Listeria monocytogenes-infected hepatocytes are targets of major histocompatibility complex class Ib-restricted antilisterial cytotoxic T lymphocytes

Abstract

Subclinical infection of BALB/c mice with the intracellular bacterial pathogen Listeria monocytogenes results in the development of protective antilisterial immunity. L. monocytogenes can infect hepatocytes, and antilisterial cytotoxic T lymphocytes (CTL) lyse Listeria-infected hepatocytes in a major histocompatibility complex (MHC) class Ia-restricted manner. It remained to be determined whether L. monocytogenes-infected hepatocytes are susceptible to MHC class Ib-restricted cytolysis. In this study, we showed that hepatocytes express MHC class Ib molecule Qa-1(b) mRNA and protein. We further showed that Listeria-infected hepatocytes are susceptible to MHC class Ib-restricted cytolysis, since C57BL/6-derived Listeria-infected hepatocytes were lysed by BALB/c-derived antilisterial CTL. These results establish that Listeria-infected hepatocytes are susceptible to cytolysis by MHC class Ib restricted Listeria-specific CTL.

FIG. 1

Hepatocytes express MHC class Ib molecules. (Left) Expression of Qa-1^b mRNA as detected by RNase protection assay. Total RNA from the thymus (lane 3), liver (lane 4), spleen (lane 5), and hepatocytes (HC) (lane 6) was hybridized with a 360-nucleotide Qa-1^b-specific probe. After RNase digestion, a 276-nucleotide Qa-1^b-protected fragment was detected by using 6% denaturing acrylamide gels. RNase-treated (lane 2) and untreated (lane 1) yeast RNA-hybridized probes served as controls.
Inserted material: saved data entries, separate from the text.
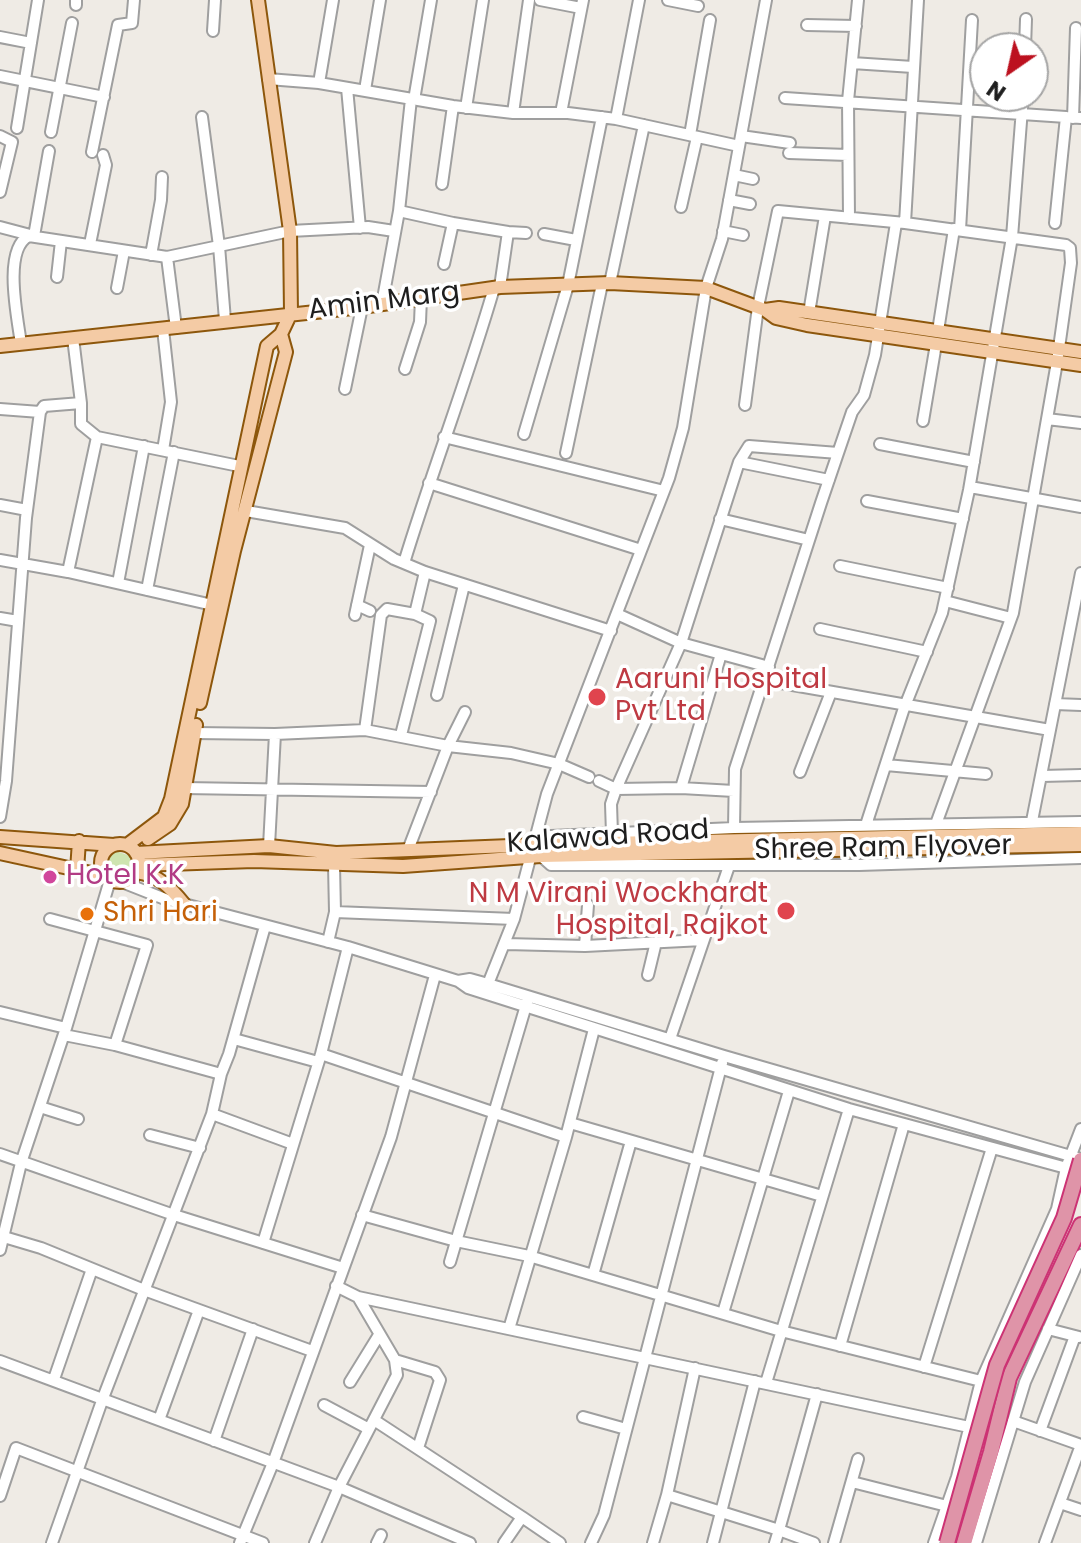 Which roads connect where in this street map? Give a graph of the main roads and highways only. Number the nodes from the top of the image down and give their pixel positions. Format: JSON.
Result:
{"nodes":[{"id":1,"x":258,"y":0,"type":"edge"},
{"id":2,"x":762,"y":308,"type":"junction"},
{"id":3,"x":291,"y":313,"type":"junction"},
{"id":4,"x":878,"y":330,"type":"junction"},
{"id":5,"x":281,"y":334,"type":"junction"},
{"id":6,"x":0,"y":346,"type":"edge"},
{"id":7,"x":1081,"y":352,"type":"edge"},
{"id":8,"x":1058,"y":356,"type":"junction"},
{"id":9,"x":1081,"y":365,"type":"edge"},
{"id":10,"x":218,"y":606,"type":"junction"},
{"id":11,"x":1081,"y":833,"type":"edge"},
{"id":12,"x":0,"y":837,"type":"edge"},
{"id":13,"x":79,"y":841,"type":"junction"},
{"id":14,"x":1081,"y":845,"type":"edge"},
{"id":15,"x":537,"y":850,"type":"junction"},
{"id":16,"x":557,"y":850,"type":"junction"},
{"id":17,"x":0,"y":853,"type":"edge"},
{"id":18,"x":131,"y":855,"type":"junction"},
{"id":19,"x":77,"y":870,"type":"junction"},
{"id":20,"x":113,"y":879,"type":"junction"},
{"id":21,"x":184,"y":904,"type":"road end"},
{"id":22,"x":1077,"y":1158,"type":"edge"},
{"id":23,"x":1081,"y":1225,"type":"edge"},
{"id":24,"x":947,"y":1543,"type":"edge"},
{"id":25,"x":964,"y":1543,"type":"edge"}],
"edges":[{"from":1,"to":3,"type":"main road"},
{"from":2,"to":3,"type":"main road","name":"Amin Marg"},
{"from":2,"to":4,"type":"main road","name":"Amin Marg"},
{"from":2,"to":4,"type":"main road","name":"Amin Marg"},
{"from":3,"to":5,"type":"main road"},
{"from":3,"to":6,"type":"main road","name":"Amin Marg"},
{"from":4,"to":8,"type":"main road","name":"Amin Marg"},
{"from":5,"to":10,"type":"main road"},
{"from":5,"to":10,"type":"main road"},
{"from":7,"to":8,"type":"main road","name":"Amin Marg"},
{"from":8,"to":9,"type":"main road","name":"Amin Marg"},
{"from":10,"to":18,"type":"main road"},
{"from":10,"to":18,"type":"main road"},
{"from":11,"to":16,"type":"main road","name":"Shree Ram Flyover"},
{"from":12,"to":13,"type":"main road","name":"Kalawad Road"},
{"from":13,"to":18,"type":"main road","name":"Kalawad Road"},
{"from":13,"to":19,"type":"main road"},
{"from":14,"to":16,"type":"main road","name":"Shree Ram Flyover"},
{"from":15,"to":16,"type":"main road","name":"Shree Ram Flyover"},
{"from":15,"to":18,"type":"main road","name":"Kalawad Road"},
{"from":15,"to":18,"type":"main road","name":"Kalawad Road"},
{"from":17,"to":19,"type":"main road"},
{"from":18,"to":20,"type":"main road"},
{"from":18,"to":20,"type":"main road"},
{"from":18,"to":21,"type":"main road"},
{"from":19,"to":20,"type":"main road"},
{"from":22,"to":24,"type":"highway","bridge":true},
{"from":23,"to":25,"type":"highway"}]}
The level of β-actin expression was used to measure the relative RNA content in each lane. (Right) Detection of the Qa-1^b protein by immunoprecipitation. Freshly isolated hepatocytes (lanes 1 and 2), spleen cells (lane 3), and Qa-1^b-transfected cell line L-g37 (lane 4) were metabolically labeled with ³⁵S and lysed with Nonidet P-40 buffer. The lysates were precipitated with a rabbit anti-Qa-1^b cytoplasmic tail serum (α-Qa-1^b) (lanes 2 to 4). The band corresponding to Qa-1^b is indicated by an arrowhead. Nonimmune rabbit serum (NRS) (lane 1) was used as a negative control.

FIG. 2

Hepatocytes are susceptible to MHC class Ib-restricted cytolysis. Cells of the macrophage-like cell line J774 or hepatocytes from C57BL/6 mice were deposited at 10⁵/well for use in a CFU reduction assay. These target cells were infected with L. monocytogenes at MOIs of 2 to 5 and 10 to 20, respectively. BALB/c-derived antilisterial CTL (E/T, 30:1) were added 3 h following infection; the assay was terminated 5 h later, and the remaining CFU were determined as described in Materials and Methods.

FIG. 3

Hepatocytes are susceptible to L. monocytogenes-specific MHC class Ib-restricted cytolysis. BALB/c- or C57BL/6-derived BM-MAC or hepatocytes from C57BL/6 mice were obtained and deposited at 10⁵/well for use in a CFU reduction assay. The target cells were infected with L. monocytogenes at an MOI of 10 to 20. BALB/c-derived nonimmune effector cells (E/T, 30:1) or L. monocytogenes-immune effector cells (E/T, 30:1) were added 3 h following infection; the assay was terminated 5 h later, and the remaining CFU were determined as described in Materials and Methods. Specific CFU reduction was determined by dividing the level of CFU reduction measured in target cell monolayers containing immune cells by the level of CFU reduction measured in target cell monolayers containing nonimmune cells. Nonspecific CFU reduction against Listeria-infected BM-MAC was less than 20% in both experiment A and experiment B. Nonspecific CFU reduction against Listeria-infected hepatocytes was 42% for experiment A and 37% for experiment B.